Endangered Hammerhead Sharks Tracked To Save Them From Becoming Soup
Photo by kiwi flickr via Flickr Creative Commons
Many shark species are coming close to the point of extinction thanks to finning -- the practice of killing sharks only for their fins and dumping the usually still living shark back into the sea to drown. One such species is the Great Hammerhead, which is coveted for its large fins. But how do we protect sharks, especially particular species of sharks, if we know little or nothing about their movements in the ocean? That is something researchers are working to change, and they've managed to track one into an unusual area. EarthTimes reports that researchers have tracked the first Great Hammerhead into water north east from south Florida into the mid Atlantic.
"It is vital to track sharks to identify hotspots - places that are important for feeding, mating or pupping, and to discover their largely unknown migration routes. Without the knowledge of how they use the seas, it is difficult to make a plan for the animal's conservation," said Neil Hammerschlag of the Rosenstiel School of Marine and Atmospheric Science. "We think that the shark was probably following food species like mahi-mahi or jacks off the continental shelf in the open Atlantic into international waters where they are vulnerable to illegal shark finning."
The research was published in Inter-Research, and the scientists hope that a better understanding of migration routes will lead to better protection for these and other species.
EarthTimes writes, "These sharks are being directly targeted.
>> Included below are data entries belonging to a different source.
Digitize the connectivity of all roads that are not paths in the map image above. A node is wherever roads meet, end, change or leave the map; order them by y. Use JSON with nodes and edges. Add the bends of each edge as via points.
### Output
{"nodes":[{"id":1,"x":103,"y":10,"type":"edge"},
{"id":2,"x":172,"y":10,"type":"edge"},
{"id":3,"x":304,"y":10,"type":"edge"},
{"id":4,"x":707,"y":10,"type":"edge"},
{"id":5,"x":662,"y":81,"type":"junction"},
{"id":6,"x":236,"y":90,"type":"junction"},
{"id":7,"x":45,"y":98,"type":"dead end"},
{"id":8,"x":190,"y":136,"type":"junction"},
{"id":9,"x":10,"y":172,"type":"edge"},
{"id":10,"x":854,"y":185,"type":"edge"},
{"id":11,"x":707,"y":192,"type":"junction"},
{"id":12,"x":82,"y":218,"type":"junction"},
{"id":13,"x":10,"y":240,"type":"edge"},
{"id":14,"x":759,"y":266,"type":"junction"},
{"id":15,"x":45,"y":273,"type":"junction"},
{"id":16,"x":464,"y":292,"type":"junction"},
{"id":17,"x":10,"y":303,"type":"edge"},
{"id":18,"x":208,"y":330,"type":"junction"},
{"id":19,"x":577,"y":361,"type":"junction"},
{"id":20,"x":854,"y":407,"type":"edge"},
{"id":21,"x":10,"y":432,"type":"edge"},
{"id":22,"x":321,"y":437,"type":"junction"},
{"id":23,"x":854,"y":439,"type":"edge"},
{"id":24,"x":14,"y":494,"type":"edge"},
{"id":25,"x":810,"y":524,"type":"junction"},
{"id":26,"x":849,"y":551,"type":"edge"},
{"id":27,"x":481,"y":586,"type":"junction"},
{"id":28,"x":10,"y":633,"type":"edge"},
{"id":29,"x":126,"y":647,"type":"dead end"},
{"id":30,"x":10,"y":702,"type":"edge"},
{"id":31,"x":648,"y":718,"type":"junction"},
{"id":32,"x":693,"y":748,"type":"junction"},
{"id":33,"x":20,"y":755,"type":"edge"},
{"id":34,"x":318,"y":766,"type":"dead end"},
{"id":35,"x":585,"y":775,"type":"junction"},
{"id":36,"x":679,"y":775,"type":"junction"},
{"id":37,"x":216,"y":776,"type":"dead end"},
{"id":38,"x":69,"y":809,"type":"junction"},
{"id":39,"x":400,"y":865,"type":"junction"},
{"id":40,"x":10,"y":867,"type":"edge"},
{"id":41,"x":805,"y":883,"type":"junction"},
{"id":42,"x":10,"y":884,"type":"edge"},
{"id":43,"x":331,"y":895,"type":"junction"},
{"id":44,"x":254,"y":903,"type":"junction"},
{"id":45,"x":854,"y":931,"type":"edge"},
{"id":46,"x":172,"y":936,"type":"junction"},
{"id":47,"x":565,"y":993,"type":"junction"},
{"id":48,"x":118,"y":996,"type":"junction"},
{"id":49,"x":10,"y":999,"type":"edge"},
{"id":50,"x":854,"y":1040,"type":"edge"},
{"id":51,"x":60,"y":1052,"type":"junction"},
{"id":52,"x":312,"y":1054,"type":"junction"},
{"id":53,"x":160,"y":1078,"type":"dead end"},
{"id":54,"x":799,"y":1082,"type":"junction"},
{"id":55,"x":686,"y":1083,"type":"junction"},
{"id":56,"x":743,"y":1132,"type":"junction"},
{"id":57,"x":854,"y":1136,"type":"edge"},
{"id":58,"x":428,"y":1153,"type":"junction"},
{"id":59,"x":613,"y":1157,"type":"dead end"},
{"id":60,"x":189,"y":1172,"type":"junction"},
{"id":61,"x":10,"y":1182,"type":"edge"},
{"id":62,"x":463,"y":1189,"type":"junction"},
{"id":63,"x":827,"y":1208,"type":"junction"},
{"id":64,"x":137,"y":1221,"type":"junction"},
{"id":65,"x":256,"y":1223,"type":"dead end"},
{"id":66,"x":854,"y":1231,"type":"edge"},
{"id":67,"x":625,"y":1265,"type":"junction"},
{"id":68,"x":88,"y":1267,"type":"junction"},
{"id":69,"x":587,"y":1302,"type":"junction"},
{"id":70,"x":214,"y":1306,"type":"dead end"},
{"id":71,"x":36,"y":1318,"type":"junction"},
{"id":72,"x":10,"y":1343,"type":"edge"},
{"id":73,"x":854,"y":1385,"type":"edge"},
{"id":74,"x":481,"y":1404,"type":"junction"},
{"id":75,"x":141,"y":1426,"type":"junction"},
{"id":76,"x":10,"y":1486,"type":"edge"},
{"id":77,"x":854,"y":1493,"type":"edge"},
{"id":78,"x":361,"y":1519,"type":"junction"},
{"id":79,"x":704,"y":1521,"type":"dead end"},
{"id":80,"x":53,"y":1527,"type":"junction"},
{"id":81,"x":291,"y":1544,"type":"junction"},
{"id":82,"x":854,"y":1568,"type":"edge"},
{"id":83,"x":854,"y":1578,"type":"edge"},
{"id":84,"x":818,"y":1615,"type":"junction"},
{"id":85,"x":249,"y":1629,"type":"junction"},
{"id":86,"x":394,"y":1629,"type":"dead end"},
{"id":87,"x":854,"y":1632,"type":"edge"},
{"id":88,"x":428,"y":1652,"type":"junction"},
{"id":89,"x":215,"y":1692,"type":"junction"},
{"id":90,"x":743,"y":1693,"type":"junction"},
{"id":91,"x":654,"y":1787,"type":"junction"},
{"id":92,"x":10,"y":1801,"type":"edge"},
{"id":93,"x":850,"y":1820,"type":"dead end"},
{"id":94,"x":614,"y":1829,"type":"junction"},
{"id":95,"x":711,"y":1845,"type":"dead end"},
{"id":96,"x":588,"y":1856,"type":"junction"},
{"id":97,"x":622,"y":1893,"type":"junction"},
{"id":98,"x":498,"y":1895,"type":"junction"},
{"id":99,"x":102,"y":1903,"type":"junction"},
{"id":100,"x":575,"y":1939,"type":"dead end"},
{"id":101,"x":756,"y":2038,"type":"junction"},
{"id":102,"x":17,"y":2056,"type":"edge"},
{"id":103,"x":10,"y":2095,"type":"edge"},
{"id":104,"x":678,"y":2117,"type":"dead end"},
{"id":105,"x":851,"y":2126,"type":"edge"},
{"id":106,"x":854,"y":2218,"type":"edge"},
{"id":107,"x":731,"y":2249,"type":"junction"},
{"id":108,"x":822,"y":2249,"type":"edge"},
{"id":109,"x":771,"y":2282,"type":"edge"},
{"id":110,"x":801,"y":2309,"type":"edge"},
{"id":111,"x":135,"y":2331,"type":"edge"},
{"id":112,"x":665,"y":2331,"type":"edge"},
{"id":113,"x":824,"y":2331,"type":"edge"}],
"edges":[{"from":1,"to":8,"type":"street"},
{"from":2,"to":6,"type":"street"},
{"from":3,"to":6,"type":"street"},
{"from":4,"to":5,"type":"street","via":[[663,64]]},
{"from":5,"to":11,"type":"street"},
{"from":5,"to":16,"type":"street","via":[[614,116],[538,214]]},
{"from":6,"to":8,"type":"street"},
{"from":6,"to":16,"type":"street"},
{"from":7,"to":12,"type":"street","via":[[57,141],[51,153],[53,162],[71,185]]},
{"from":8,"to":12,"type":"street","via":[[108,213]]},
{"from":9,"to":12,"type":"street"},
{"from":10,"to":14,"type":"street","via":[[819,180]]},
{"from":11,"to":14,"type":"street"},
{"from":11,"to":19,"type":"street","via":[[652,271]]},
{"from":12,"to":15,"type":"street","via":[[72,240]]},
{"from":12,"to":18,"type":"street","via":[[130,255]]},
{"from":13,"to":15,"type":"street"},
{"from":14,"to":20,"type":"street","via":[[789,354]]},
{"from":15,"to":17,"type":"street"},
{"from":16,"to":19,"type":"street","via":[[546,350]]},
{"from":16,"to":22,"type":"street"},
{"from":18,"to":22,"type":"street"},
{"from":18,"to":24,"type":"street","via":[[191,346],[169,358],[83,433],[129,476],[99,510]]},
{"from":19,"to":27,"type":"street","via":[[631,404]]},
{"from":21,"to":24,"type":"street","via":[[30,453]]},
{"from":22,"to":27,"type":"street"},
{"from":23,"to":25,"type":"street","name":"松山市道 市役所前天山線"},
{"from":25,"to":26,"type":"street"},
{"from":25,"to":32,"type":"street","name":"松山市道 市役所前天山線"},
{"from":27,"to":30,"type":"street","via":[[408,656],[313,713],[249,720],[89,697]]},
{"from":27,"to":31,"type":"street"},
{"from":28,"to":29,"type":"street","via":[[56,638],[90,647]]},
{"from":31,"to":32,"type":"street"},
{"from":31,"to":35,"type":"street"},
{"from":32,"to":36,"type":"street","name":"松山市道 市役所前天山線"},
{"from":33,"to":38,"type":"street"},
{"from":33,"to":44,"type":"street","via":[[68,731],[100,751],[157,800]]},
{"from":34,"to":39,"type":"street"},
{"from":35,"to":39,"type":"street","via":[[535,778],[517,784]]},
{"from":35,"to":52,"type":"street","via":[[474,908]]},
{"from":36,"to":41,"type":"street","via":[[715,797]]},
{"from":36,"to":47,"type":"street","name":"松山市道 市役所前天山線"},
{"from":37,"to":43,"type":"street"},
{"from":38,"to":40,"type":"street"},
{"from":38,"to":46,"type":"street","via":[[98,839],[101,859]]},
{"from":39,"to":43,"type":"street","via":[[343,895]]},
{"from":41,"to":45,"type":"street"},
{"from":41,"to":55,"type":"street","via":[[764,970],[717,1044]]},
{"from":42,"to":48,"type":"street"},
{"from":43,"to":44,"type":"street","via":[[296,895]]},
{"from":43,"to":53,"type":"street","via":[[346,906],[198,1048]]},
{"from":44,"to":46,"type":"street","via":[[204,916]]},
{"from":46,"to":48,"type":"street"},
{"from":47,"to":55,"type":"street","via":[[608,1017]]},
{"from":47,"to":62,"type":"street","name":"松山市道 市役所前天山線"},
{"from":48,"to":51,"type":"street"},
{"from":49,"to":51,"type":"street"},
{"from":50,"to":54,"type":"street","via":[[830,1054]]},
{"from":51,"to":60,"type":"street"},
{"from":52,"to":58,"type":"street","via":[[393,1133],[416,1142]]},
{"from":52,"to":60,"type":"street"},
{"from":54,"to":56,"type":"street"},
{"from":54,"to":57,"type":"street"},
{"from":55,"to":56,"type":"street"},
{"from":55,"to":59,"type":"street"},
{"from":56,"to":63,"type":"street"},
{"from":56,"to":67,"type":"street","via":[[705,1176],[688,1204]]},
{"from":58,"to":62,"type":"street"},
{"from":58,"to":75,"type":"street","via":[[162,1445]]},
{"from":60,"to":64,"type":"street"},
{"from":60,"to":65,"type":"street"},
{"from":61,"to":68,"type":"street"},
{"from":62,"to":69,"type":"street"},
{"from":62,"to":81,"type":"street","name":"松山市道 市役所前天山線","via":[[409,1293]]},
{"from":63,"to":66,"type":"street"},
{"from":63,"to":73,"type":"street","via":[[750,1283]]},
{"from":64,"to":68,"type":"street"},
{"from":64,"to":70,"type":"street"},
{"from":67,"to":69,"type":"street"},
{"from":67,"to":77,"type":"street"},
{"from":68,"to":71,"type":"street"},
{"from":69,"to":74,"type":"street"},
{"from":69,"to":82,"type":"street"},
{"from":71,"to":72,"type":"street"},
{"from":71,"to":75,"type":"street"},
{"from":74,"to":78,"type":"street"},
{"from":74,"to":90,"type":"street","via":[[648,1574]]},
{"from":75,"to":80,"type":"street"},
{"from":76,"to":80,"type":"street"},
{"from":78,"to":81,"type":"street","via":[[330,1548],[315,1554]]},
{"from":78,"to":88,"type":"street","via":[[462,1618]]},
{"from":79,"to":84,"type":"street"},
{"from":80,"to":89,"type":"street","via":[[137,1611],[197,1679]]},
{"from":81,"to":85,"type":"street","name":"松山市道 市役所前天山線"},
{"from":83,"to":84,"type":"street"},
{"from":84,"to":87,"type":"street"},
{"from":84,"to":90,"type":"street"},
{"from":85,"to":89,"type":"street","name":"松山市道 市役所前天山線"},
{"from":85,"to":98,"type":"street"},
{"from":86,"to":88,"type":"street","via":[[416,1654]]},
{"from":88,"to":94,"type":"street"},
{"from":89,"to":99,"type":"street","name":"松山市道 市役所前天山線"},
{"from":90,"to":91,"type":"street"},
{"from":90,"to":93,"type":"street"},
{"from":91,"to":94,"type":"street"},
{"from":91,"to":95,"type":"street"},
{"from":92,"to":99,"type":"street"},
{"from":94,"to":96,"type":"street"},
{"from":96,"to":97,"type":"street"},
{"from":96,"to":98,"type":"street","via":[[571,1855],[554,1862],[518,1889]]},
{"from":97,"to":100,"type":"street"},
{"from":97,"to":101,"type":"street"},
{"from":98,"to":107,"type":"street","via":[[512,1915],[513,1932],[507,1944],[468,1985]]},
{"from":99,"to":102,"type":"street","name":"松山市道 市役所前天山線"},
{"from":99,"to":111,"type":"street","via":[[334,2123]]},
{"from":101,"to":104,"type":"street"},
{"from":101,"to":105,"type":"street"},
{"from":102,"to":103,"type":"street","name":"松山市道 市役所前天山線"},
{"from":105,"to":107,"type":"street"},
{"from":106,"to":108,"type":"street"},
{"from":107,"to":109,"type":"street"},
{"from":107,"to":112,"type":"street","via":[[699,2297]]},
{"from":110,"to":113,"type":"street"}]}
According to the International Union for Conservation of Nature, the great hammerhead is thought to have declined in numbers by as much as 50% in the last decade. Forensic DNA analysis on great hammerhead fins in the Asian markets have shown that most of the fins are coming from the endangered Atlantic population."
With enough knowledge about where these sharks are migrating to and from, efforts can be directed at protecting them along their feeding, breeding, and pupping grounds.
Luckily, awareness is on the rise about the dangers of shark fin soup, a dish that can cost as much as $1,000 a bowl and the primary reason why shark fins are in such high demand. Advocates like Yao Ming has been a strong activist against soup, and some areas like Hawaii have even banned the sale of the soup. However, we still have a long, long way to go before sharks can make a population comeback.